POD & DMD

Proper Orthogonal Decomposition (POD) is a statistical procedure of data analysis aimed at obtaining low-dimensional approximate descriptions of large scale, high-dimensional processes or data set. POD uses an orthogonal transformation to convert a set of observations of possibly correlated variables into a set of values of linearly uncorrelated variables called principal components. The number of principal components is less than or equal to the number of original variables, however it generally gives a good approximation with substantially lower dimension.

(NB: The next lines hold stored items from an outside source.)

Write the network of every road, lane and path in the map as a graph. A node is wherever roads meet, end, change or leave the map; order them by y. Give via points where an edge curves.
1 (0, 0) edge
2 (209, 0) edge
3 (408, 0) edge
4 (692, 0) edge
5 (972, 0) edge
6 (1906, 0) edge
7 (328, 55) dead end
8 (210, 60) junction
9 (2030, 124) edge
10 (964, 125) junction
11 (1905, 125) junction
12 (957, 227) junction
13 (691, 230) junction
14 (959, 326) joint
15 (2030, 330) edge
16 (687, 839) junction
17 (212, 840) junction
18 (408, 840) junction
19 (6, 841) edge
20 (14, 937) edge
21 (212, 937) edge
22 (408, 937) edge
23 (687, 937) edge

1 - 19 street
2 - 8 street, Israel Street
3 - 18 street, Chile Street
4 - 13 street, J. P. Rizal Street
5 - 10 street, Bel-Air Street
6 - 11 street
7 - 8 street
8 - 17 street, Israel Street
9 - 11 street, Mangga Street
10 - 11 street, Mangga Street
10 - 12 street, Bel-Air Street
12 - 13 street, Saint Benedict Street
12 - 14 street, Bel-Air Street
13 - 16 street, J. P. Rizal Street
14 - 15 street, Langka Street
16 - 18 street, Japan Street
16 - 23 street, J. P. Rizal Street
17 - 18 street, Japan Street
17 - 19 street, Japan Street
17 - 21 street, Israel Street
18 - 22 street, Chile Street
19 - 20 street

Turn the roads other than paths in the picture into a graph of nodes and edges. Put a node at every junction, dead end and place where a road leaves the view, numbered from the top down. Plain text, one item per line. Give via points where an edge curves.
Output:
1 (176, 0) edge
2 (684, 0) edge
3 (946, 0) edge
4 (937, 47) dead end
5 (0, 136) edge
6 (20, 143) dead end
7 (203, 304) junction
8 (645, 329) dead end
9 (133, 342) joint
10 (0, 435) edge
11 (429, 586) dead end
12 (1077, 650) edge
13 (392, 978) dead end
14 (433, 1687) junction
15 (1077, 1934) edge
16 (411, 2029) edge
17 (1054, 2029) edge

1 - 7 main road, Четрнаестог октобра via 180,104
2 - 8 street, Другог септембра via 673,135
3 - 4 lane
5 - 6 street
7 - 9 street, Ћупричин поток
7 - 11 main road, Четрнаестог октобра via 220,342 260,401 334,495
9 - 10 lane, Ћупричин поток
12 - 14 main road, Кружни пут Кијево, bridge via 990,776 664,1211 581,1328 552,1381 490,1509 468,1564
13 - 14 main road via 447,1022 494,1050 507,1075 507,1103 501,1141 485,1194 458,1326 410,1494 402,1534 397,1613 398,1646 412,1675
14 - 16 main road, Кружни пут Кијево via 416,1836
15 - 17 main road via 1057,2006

POD has been increasingly used to obtain approximate, low-dimensional descriptions of turbulent fluid flows and identify the flow structures in PIV field. Microvec has added new POD module to enable post-processing of large data set.

Sample result obtained with Microvec POD module showing evolution of the phase averaged synthetic jet vortex pair at different duty cycle factors
Example showing POD modes of the vorticity field

Pictures courtesy of: Feng, Li-Hao, Jin-Jun Wang, and Chong Pan. “Proper orthogonal decomposition analysis of vortex dynamics of a circular cylinder under synthetic jet control.” Physics of Fluids 23 (2011): 014106.


Dynamic mode decomposition (DMD) is a new mathematical technique that allows to extract the dynamically relevant flow features from experimental or numerical data. In this technique, a linear mapping is constructed from a time resolved series of data.

It is similar, but different from proper orthogonal decomposition (POD) which has similar features but lacks dynamical information about the data. DMD allows the breakdown of a fluid process into dynamically relevant and coherent structures and subsequently help in characterizing and quantifying the physical mechanisms in fluid flow. MicroVec now offers an optional DMD module to enable use of this technique in MicroVec software.